Will We Ever Eradicate the Cancer of Identity Politics? Regardless of who replaces Justice Breyer, one hopes the Supreme Court next term will take us closer to a society that is race-blind by gutting affirmative action in America. By Josh Hammer
On Monday, the U.S. Supreme Court finally granted a writ of certiorari in two now-consolidated affirmative action cases, Students for Fair Admissions v. Harvard College and Students for Fair Admissions v. University of North Carolina. The cases will be argued jointly during the next Supreme Court term, and they place directly in their crosshairs the court’s noxious precedents in the thorny area of race-conscious university admission policies. As presented to the court, the leading question the justices will consider is “whether the Supreme Court should . . . hold that institutions of higher education cannot use race as a factor in admissions.”
The court should of course do so posthaste. The propagandist assertion that America in the year 2022 is bedeviled by a sprawling “systemic racism” is a destructive lie, but the ubiquity of affirmative action means that university admissions offices do, in fact, propagate systemic racism. Fortunately, there is reason for optimism that the justices will do their job. It was the mercurial Chief Justice John Roberts himself who, in the 2007 case of Parents Involved in Community Schools v. Seattle, penned perhaps his most iconic line: “The way to stop discrimination on the basis of race is to stop discriminating on the basis of race.”
But by Wednesday afternoon, Monday’s propitious step forward toward an America no longer obsessed with race and identity politics was abruptly undermined by a severe step backward toward a race-centric polity.
Justice Stephen Breyer, an octogenarian Jewish male and the senior statesman of the court’s liberal bloc, announced his retirement, effective at the end of this court term and contingent upon the successful confirmation of his successor. The announcement was hardly surprising; given Breyer’s long-standing Democratic ties, his liberal jurisprudence, and the fact that Republicans are poised to retake control of the U.S. Senate this fall, it would have been more surprising if Breyer had not retired this year.
The more interesting twist came after news broke of the impending retirement: Joe Biden affirmed that he intends to fulfill his 2020 campaign promise to nominate a black woman—not a black man, not a Hispanic woman, but specifically a black woman—to replace the retiring Jewish male justice.
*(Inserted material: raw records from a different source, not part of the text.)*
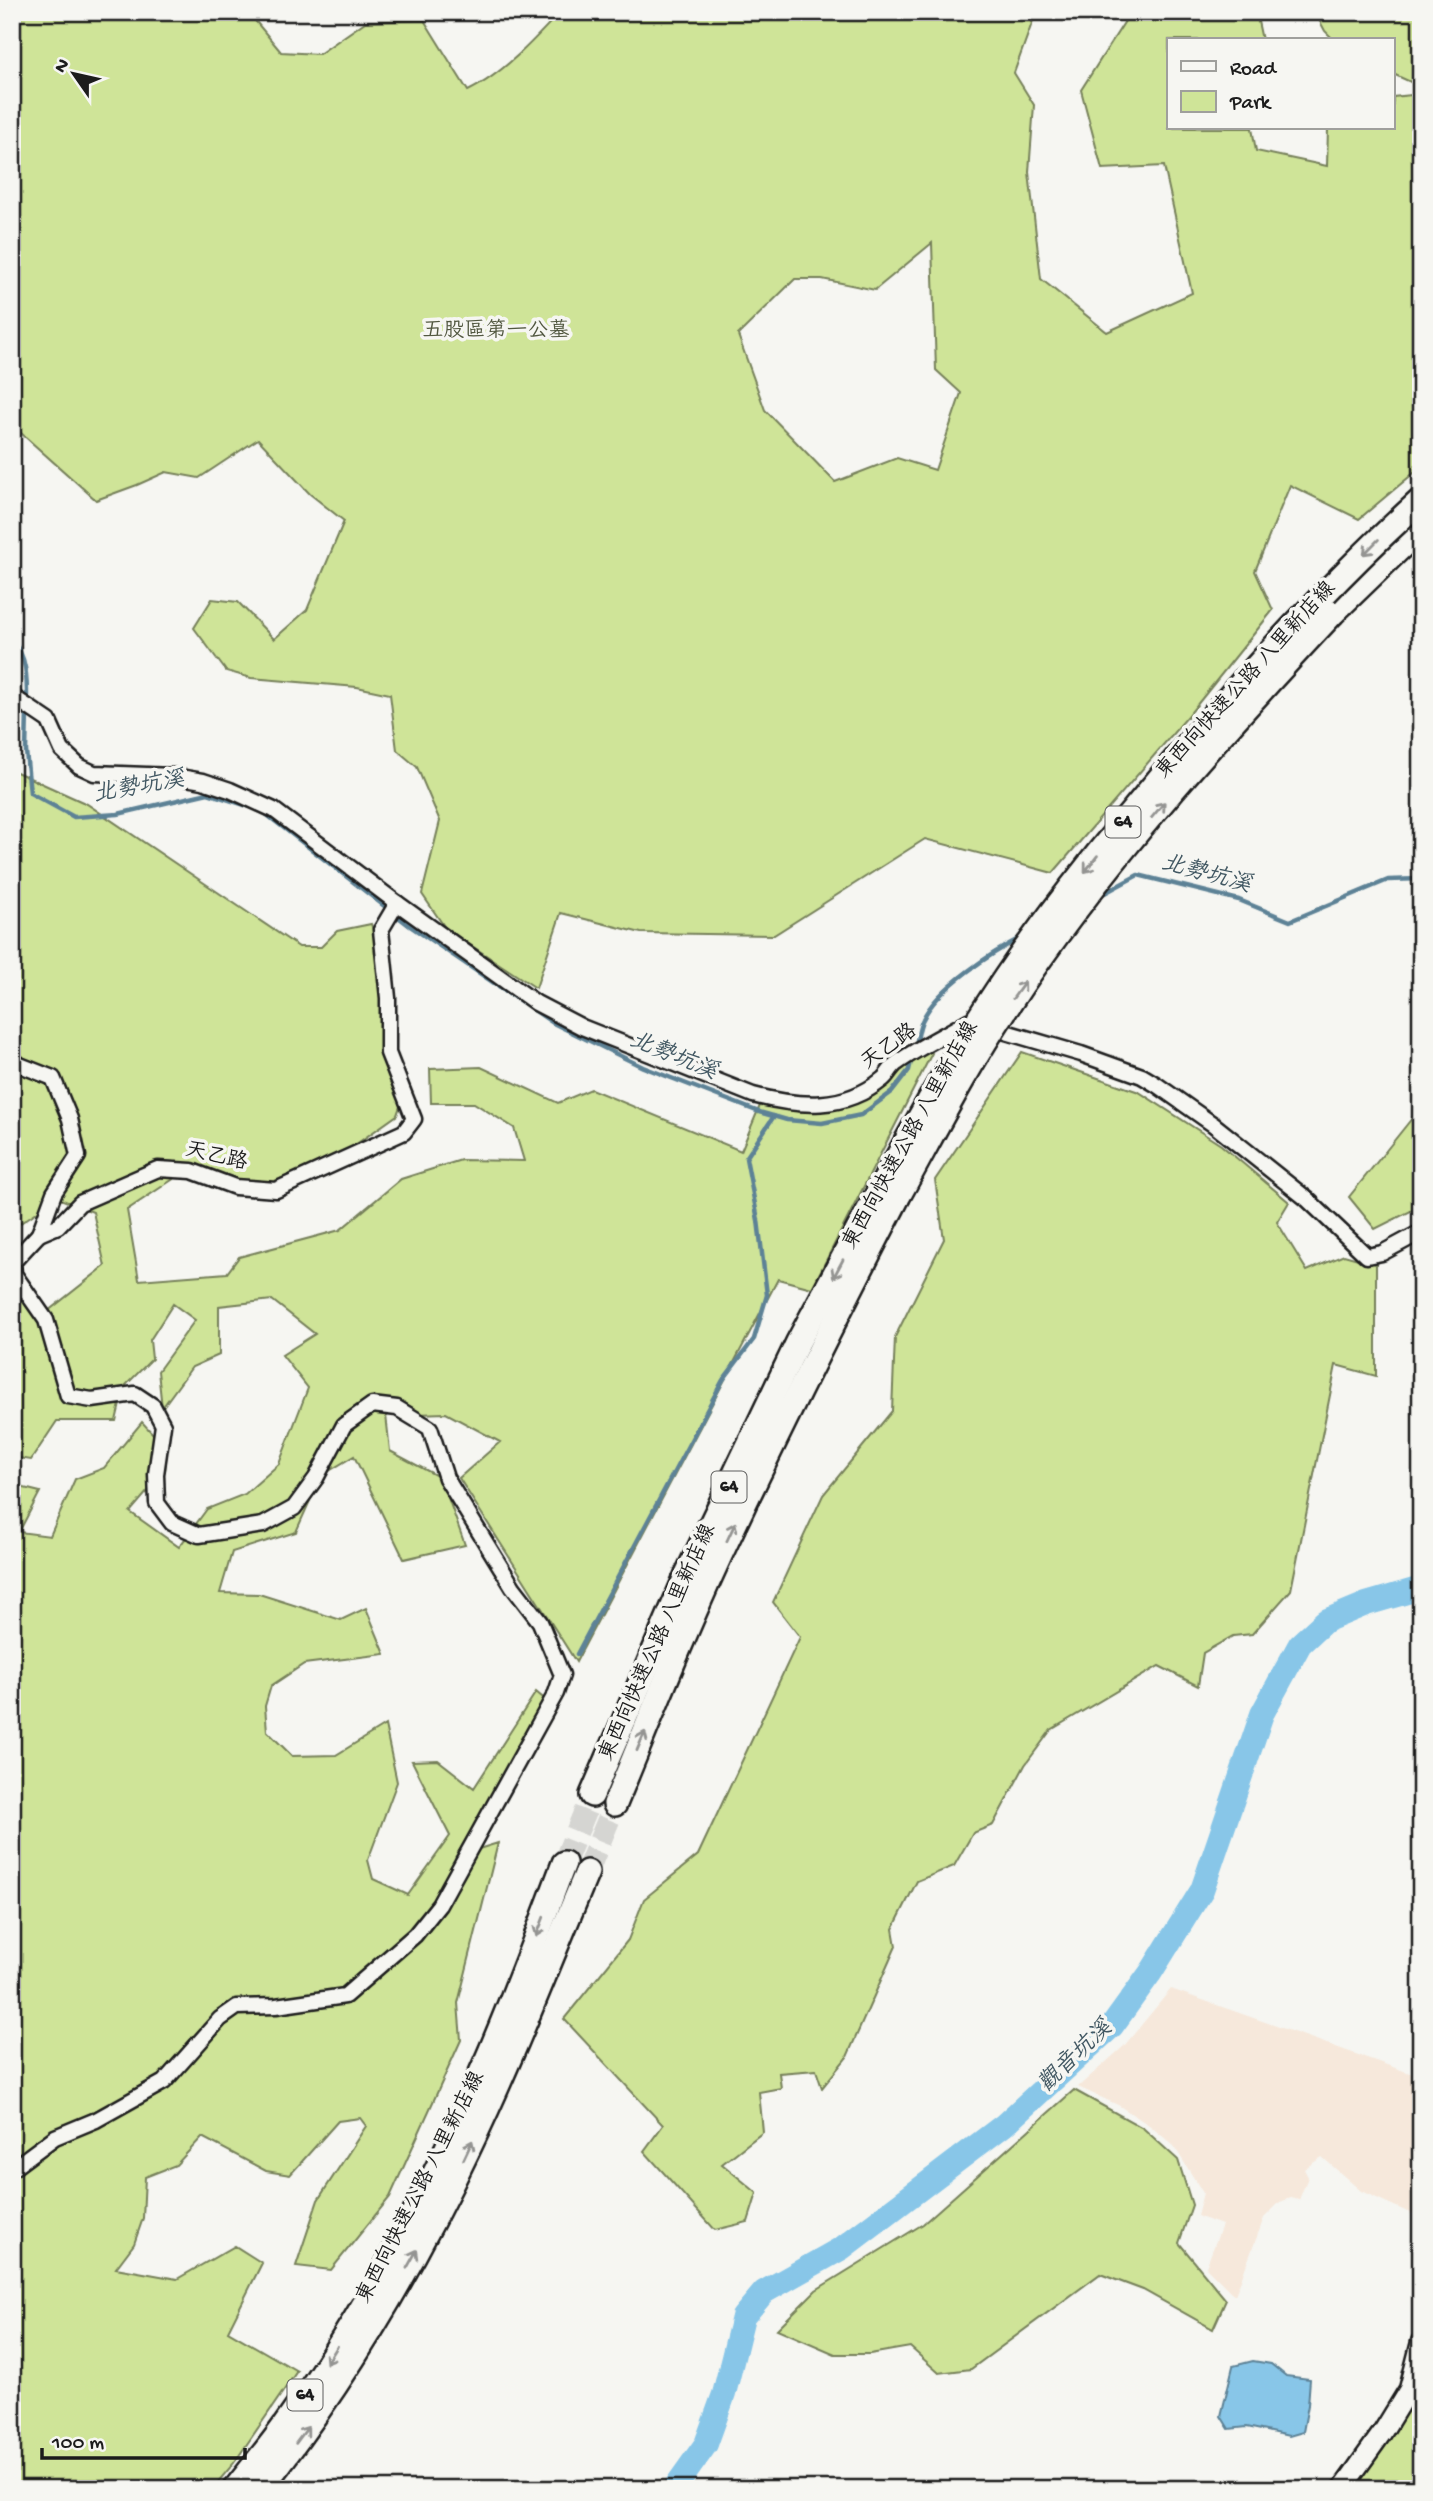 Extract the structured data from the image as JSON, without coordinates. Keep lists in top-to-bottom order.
{
  "streets": {
    "highway": ["東西向快速公路 八里新店線", "64"],
    "street": ["天乙路"]
  },
  "water": ["北勢坑溪", "觀音坑溪"],
  "parks": ["五股區第一公墓"],
  "legend": ["Road", "Park"],
  "scale_bar": "100 m",
  "north": "top left"
} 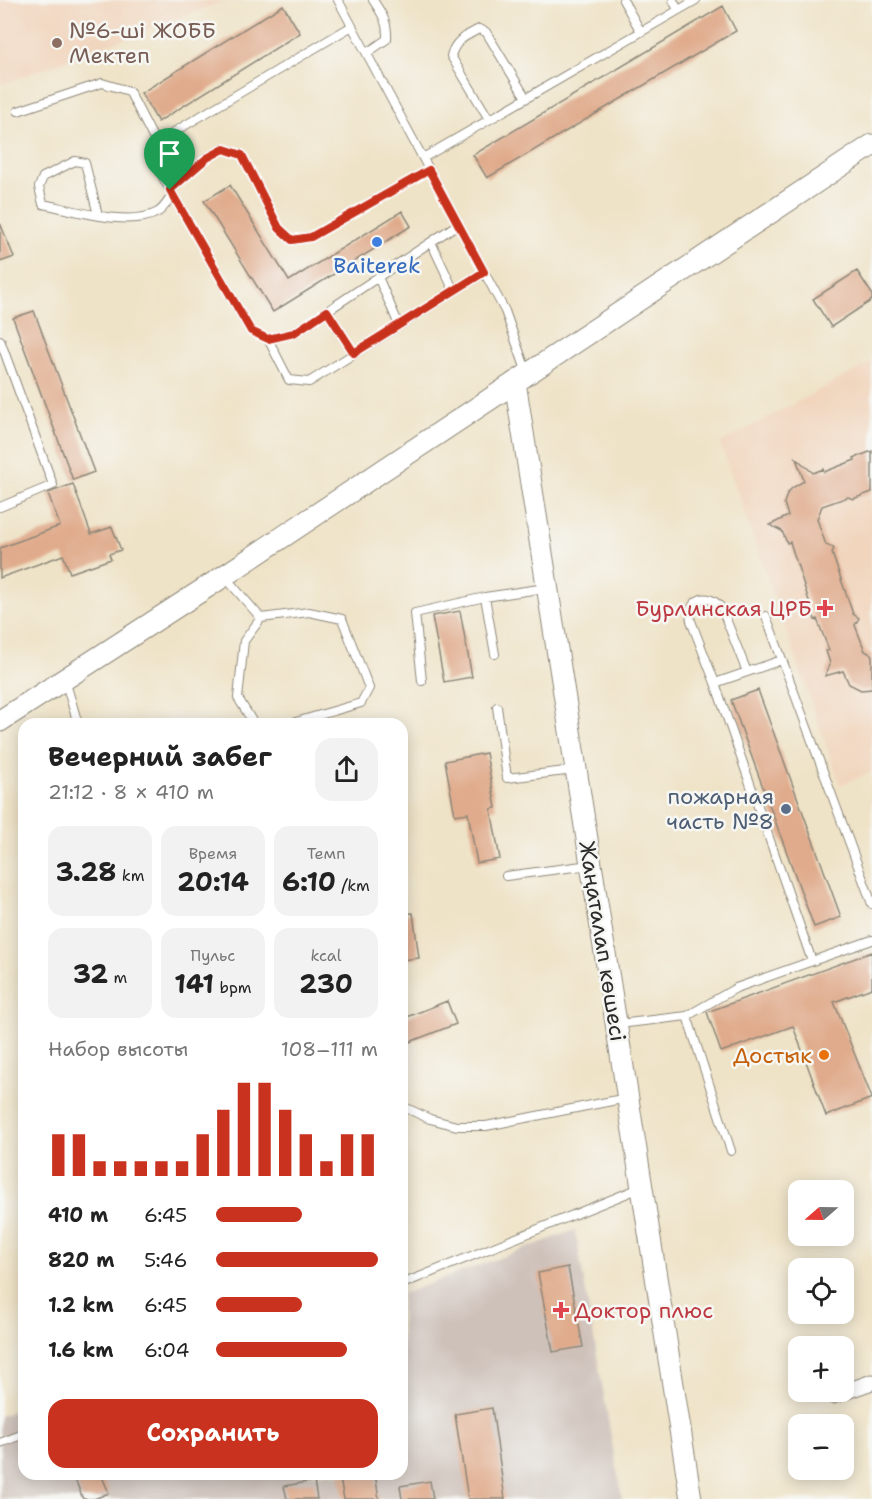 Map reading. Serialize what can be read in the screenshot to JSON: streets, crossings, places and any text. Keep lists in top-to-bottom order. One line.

There is only one way to describe crass identity politics operationalized at this high a political level: Evil.
The nine justices of the Supreme Court are the most important jurists in the country. They swear an oath to uphold the Constitution and the American rule of law, which has the equality principle at its very core. From the Declaration of Independence to the 14th Amendment to the Civil Rights Act of 1964, genuine equality under the law and an eschewing of the centrality of something as arbitrary as race has always been the American lodestar. Americans have often fallen short of our enunciated ideals, but the equality ideal of race neutrality has often provided American statesmen succor during our darkest hours. For Abraham Lincoln, the equality-centric Declaration was an “apple of gold” for which the Constitution was but an enveloping “frame of silver.”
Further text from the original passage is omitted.